**Action item**.
Of the lines below, count those containing the word "dead". Reply with the number alone.

Saved entries
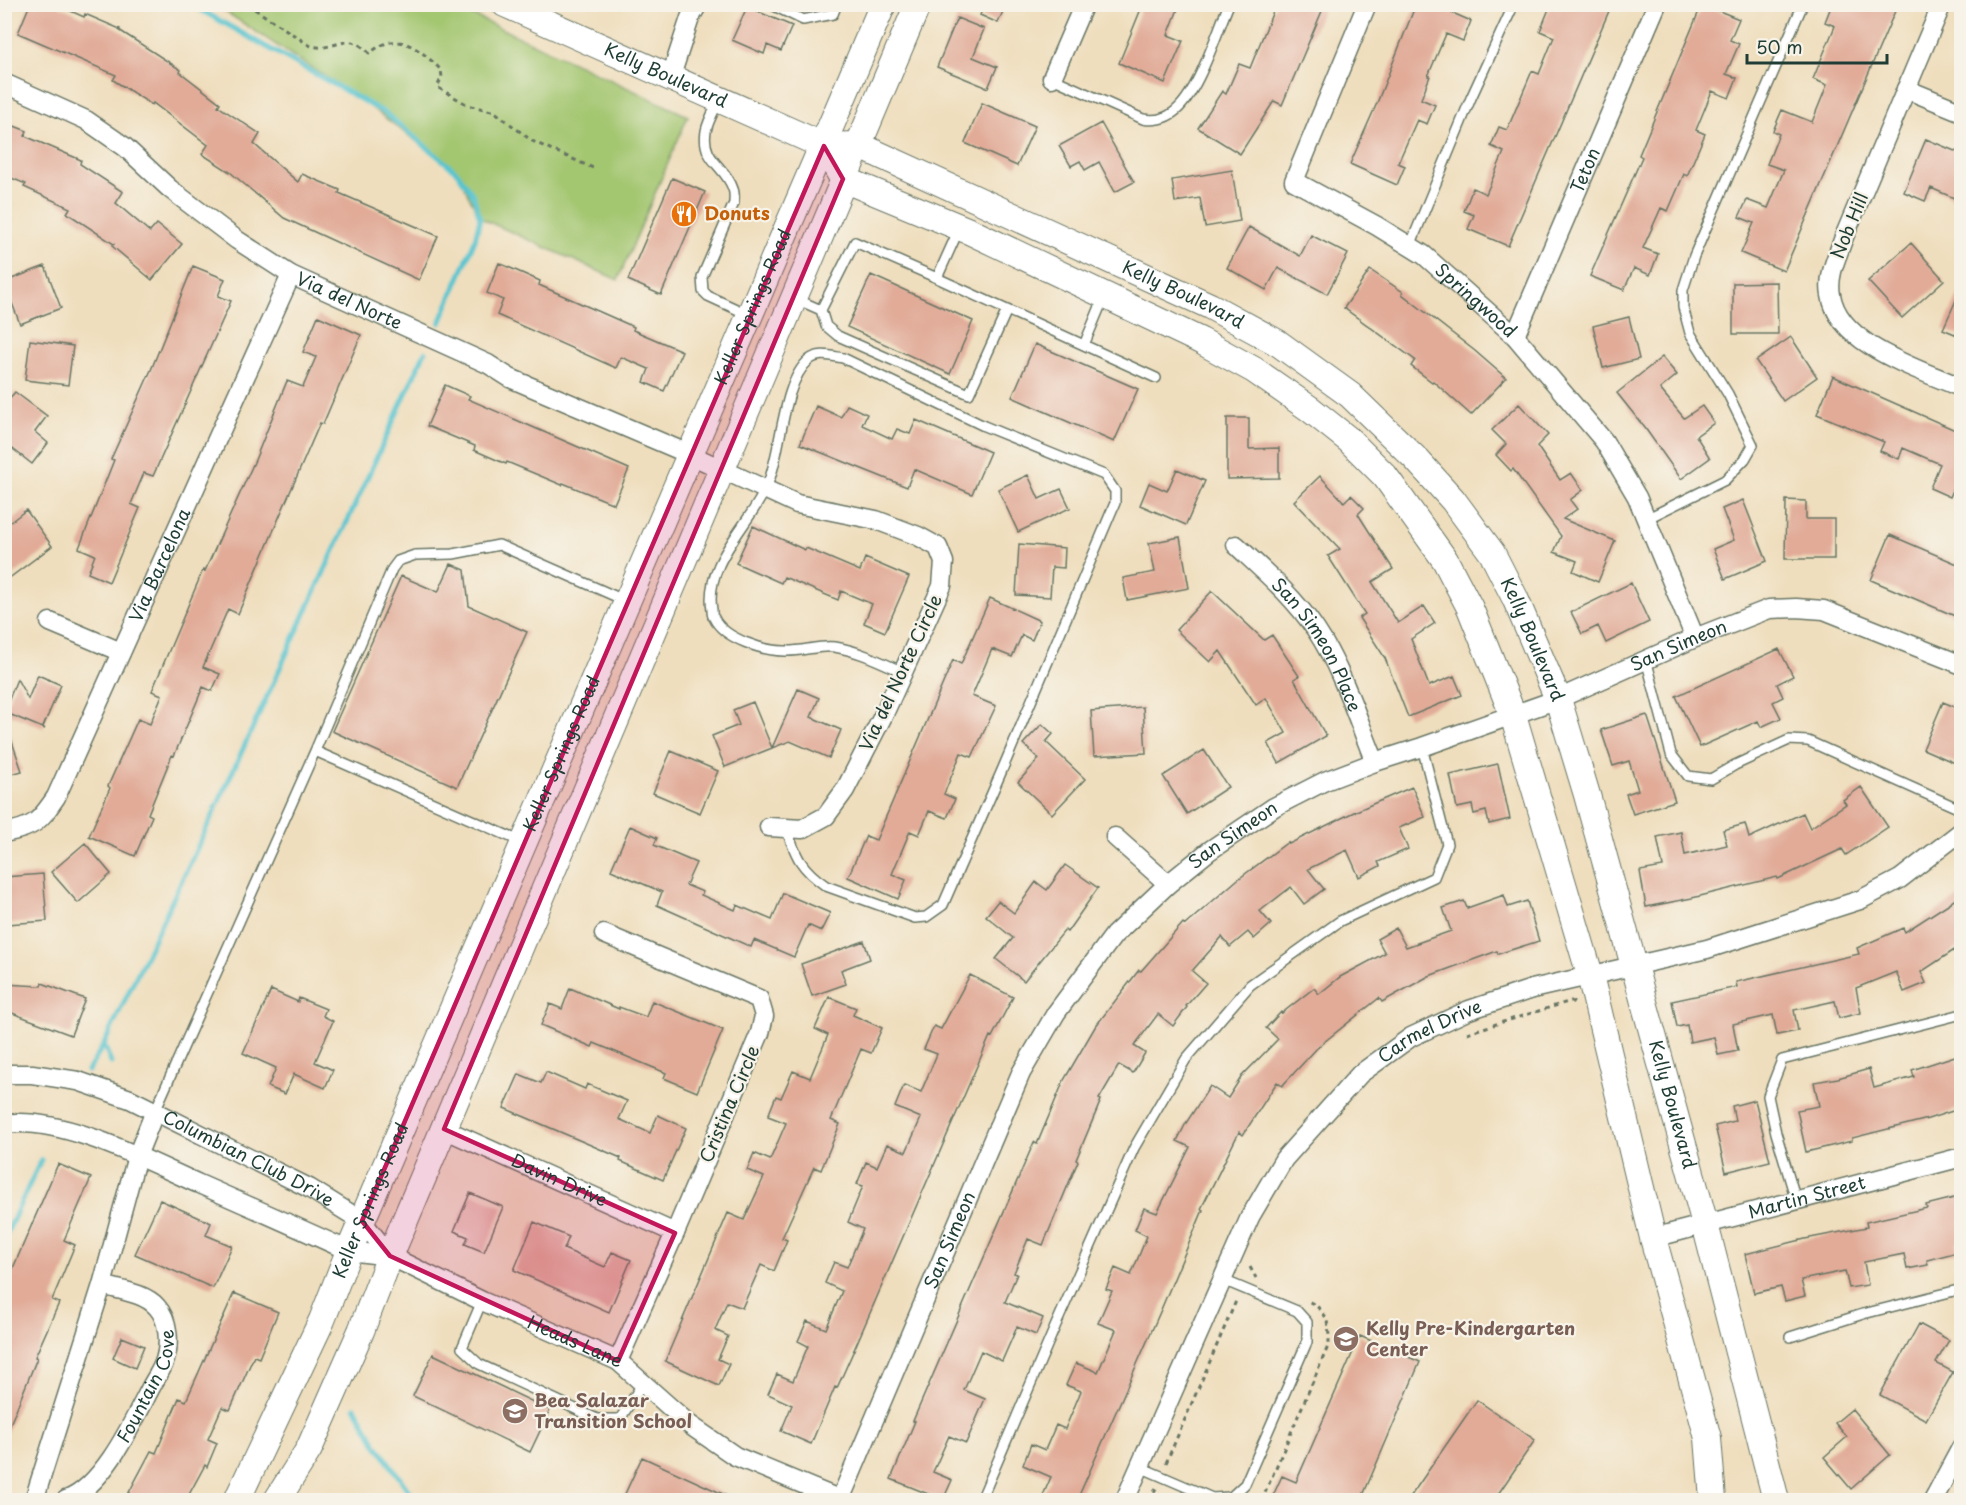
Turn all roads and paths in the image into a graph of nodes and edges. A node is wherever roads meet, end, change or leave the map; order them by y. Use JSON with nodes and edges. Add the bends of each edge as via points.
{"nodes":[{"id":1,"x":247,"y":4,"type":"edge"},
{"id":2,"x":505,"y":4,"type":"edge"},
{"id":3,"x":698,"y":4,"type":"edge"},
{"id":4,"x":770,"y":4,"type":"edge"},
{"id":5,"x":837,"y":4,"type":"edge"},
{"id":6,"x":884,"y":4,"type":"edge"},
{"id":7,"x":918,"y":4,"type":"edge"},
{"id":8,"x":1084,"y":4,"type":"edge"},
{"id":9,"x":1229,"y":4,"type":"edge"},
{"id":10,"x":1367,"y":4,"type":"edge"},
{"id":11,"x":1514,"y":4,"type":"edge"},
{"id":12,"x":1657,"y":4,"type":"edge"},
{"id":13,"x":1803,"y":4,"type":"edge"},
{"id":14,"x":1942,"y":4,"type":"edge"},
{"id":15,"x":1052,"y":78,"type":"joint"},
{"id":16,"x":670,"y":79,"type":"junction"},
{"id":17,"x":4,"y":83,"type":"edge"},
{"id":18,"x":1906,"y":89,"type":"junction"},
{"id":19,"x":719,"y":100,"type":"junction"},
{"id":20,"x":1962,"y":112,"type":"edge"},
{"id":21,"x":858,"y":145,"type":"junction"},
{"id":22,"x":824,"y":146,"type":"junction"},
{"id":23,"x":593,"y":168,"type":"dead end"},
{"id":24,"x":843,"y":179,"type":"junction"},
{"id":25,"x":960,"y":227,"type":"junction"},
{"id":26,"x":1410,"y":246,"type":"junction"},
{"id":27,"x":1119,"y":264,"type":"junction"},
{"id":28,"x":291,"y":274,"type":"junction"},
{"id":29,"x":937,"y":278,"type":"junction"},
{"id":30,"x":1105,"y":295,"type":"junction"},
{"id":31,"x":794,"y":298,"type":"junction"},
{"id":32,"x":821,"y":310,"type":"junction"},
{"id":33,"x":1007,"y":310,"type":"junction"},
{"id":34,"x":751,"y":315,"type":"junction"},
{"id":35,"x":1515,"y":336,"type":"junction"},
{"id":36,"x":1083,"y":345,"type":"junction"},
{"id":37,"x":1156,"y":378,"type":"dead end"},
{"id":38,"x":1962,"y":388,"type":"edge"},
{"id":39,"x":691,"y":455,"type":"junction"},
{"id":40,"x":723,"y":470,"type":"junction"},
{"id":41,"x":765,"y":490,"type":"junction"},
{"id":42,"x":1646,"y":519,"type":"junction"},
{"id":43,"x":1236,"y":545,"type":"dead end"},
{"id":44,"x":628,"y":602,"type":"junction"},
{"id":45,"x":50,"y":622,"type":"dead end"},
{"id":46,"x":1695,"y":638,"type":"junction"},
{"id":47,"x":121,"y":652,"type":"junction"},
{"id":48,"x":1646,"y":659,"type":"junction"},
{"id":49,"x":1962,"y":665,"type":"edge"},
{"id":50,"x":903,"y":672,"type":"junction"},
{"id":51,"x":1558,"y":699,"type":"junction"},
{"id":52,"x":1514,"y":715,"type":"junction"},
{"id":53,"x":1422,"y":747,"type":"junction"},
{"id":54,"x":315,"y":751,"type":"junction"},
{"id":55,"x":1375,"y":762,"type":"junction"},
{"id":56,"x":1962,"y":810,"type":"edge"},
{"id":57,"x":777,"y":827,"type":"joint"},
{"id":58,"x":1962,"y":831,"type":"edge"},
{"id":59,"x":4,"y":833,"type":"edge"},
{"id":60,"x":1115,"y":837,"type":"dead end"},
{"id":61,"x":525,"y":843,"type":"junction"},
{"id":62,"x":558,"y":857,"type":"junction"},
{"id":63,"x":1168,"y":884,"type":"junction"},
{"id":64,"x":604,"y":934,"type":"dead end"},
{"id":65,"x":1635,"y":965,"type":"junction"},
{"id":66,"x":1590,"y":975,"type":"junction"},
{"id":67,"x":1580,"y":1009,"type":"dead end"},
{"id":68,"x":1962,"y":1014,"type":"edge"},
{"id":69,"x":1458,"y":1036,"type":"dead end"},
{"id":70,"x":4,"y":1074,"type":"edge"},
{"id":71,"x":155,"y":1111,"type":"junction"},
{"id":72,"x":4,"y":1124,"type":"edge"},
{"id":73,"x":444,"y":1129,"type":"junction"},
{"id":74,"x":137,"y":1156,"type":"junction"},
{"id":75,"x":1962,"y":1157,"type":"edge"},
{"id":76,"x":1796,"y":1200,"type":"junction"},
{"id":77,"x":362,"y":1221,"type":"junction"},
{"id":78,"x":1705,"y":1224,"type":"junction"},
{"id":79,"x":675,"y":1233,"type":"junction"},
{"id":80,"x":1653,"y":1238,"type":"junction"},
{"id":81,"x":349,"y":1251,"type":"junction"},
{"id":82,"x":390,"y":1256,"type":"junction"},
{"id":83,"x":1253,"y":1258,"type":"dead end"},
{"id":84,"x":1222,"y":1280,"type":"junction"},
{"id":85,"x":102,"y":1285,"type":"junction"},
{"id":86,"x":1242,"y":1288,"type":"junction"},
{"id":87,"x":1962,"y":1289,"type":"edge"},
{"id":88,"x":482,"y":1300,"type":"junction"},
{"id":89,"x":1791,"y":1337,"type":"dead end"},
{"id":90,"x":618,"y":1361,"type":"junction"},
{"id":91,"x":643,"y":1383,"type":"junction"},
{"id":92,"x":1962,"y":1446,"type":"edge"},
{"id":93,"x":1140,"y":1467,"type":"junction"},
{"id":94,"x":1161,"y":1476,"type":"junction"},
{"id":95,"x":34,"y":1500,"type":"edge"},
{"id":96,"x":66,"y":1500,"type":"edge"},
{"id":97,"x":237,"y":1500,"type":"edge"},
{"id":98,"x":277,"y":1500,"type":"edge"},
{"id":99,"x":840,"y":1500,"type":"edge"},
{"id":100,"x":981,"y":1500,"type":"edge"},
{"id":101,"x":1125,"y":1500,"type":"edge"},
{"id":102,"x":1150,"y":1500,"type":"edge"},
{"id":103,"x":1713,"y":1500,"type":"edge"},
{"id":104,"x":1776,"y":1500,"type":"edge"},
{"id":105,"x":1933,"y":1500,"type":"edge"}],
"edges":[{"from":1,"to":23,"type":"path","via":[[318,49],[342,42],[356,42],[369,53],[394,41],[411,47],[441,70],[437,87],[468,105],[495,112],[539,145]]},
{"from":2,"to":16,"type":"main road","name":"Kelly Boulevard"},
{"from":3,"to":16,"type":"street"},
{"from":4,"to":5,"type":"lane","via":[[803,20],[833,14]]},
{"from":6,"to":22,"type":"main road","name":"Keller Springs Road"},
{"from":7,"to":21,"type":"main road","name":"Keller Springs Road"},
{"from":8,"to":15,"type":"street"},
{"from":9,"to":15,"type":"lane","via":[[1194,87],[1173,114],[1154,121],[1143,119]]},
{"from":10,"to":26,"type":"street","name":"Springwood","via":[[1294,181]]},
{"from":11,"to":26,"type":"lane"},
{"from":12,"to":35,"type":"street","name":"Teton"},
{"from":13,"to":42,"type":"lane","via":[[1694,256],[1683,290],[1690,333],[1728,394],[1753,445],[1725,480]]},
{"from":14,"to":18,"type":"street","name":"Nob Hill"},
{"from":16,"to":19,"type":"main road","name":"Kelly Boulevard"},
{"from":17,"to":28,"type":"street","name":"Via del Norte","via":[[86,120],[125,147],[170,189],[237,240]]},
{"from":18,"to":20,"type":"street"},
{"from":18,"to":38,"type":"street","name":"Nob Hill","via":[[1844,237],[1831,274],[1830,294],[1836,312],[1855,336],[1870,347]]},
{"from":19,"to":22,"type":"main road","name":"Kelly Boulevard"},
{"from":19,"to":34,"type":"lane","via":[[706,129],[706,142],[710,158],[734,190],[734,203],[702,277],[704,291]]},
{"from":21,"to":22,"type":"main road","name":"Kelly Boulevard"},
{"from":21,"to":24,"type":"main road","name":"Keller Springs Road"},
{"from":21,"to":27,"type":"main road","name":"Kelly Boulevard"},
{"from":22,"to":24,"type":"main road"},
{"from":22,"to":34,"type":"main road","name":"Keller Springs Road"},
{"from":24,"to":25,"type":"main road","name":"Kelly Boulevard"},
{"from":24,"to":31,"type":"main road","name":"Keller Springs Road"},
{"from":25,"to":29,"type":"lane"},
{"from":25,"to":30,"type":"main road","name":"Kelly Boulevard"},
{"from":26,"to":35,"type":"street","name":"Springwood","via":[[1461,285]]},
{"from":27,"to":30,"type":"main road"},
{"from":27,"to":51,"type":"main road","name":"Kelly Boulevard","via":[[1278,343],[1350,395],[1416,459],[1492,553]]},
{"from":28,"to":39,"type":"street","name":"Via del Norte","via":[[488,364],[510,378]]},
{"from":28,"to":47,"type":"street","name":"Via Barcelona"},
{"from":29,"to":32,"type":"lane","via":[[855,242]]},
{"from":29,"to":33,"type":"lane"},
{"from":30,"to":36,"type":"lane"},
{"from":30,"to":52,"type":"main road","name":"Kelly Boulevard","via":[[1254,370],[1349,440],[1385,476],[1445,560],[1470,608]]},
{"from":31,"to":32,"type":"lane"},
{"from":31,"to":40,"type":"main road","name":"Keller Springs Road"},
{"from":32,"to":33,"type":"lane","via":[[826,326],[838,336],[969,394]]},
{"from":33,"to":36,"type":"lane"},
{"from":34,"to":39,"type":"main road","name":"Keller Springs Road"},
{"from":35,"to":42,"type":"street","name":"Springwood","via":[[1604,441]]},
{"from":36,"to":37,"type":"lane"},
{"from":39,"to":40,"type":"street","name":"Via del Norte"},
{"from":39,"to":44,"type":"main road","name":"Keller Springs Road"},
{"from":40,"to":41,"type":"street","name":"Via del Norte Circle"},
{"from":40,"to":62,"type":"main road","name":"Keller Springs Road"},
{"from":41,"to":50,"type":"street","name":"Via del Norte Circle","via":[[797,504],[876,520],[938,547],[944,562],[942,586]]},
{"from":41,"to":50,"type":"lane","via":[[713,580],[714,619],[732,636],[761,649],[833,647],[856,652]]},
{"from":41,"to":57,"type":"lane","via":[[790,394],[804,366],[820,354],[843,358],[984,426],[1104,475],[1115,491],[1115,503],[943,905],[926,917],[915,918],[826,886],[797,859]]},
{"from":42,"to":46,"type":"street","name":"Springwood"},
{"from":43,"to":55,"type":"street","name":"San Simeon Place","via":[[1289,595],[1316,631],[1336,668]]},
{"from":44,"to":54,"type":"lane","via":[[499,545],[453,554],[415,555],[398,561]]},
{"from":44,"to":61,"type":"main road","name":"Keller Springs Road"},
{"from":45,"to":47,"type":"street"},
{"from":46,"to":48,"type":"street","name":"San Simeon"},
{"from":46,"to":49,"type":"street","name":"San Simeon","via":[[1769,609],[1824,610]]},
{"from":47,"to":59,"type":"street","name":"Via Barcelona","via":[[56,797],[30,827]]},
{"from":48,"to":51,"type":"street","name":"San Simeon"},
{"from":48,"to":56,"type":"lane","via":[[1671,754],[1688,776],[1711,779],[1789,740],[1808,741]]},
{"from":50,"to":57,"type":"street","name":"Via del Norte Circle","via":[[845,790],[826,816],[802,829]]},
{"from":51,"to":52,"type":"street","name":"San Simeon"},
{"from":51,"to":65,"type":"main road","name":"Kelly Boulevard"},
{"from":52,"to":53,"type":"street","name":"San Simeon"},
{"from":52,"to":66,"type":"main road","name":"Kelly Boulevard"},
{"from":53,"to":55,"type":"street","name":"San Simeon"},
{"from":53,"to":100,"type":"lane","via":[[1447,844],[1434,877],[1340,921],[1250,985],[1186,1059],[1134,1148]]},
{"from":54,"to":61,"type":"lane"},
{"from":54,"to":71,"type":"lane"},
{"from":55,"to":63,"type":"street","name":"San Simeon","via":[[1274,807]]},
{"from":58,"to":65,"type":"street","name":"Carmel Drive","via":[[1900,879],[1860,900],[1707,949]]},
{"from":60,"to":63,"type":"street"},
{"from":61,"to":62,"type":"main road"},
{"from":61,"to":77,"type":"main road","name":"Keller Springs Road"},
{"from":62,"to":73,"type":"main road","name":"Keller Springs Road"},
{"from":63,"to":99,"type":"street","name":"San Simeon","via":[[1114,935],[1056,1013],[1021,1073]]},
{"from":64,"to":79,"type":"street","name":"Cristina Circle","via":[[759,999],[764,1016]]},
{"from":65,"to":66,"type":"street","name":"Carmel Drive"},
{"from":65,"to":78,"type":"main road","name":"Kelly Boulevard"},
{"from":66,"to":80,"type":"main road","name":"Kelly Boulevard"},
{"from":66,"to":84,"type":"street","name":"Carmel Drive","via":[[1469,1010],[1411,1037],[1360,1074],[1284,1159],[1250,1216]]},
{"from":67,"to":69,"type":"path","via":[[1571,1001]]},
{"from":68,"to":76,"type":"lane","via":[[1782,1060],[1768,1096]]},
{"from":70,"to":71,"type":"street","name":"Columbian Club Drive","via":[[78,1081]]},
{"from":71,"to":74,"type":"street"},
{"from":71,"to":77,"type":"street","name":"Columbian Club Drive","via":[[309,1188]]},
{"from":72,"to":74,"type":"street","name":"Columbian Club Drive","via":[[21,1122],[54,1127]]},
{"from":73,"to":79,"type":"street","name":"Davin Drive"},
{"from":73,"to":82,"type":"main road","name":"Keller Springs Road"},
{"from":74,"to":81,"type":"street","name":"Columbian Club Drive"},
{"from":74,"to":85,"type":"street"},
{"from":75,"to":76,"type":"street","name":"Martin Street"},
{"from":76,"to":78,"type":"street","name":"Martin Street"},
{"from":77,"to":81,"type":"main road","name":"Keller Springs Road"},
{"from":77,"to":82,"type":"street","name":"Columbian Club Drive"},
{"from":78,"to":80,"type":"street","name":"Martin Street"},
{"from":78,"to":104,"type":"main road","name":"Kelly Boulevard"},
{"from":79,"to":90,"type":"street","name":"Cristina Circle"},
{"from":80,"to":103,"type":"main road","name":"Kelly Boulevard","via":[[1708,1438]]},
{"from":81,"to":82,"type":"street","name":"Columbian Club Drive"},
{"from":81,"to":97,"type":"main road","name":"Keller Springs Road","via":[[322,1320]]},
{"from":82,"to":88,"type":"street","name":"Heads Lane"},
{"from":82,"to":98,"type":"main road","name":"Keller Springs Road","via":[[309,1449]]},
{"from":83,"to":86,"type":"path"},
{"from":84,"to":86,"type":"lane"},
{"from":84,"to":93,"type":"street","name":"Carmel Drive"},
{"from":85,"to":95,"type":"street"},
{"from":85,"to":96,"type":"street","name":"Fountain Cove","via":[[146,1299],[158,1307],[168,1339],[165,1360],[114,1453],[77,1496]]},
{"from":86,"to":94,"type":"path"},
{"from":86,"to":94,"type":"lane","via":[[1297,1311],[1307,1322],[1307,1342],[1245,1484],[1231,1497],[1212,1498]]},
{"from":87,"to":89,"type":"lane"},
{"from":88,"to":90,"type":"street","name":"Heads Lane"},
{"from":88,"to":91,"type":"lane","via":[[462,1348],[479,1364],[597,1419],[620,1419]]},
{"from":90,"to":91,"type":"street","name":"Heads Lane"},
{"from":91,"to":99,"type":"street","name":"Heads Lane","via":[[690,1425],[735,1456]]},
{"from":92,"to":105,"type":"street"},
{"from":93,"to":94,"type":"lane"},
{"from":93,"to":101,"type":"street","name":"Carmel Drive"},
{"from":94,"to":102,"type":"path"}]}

**Answer**.
10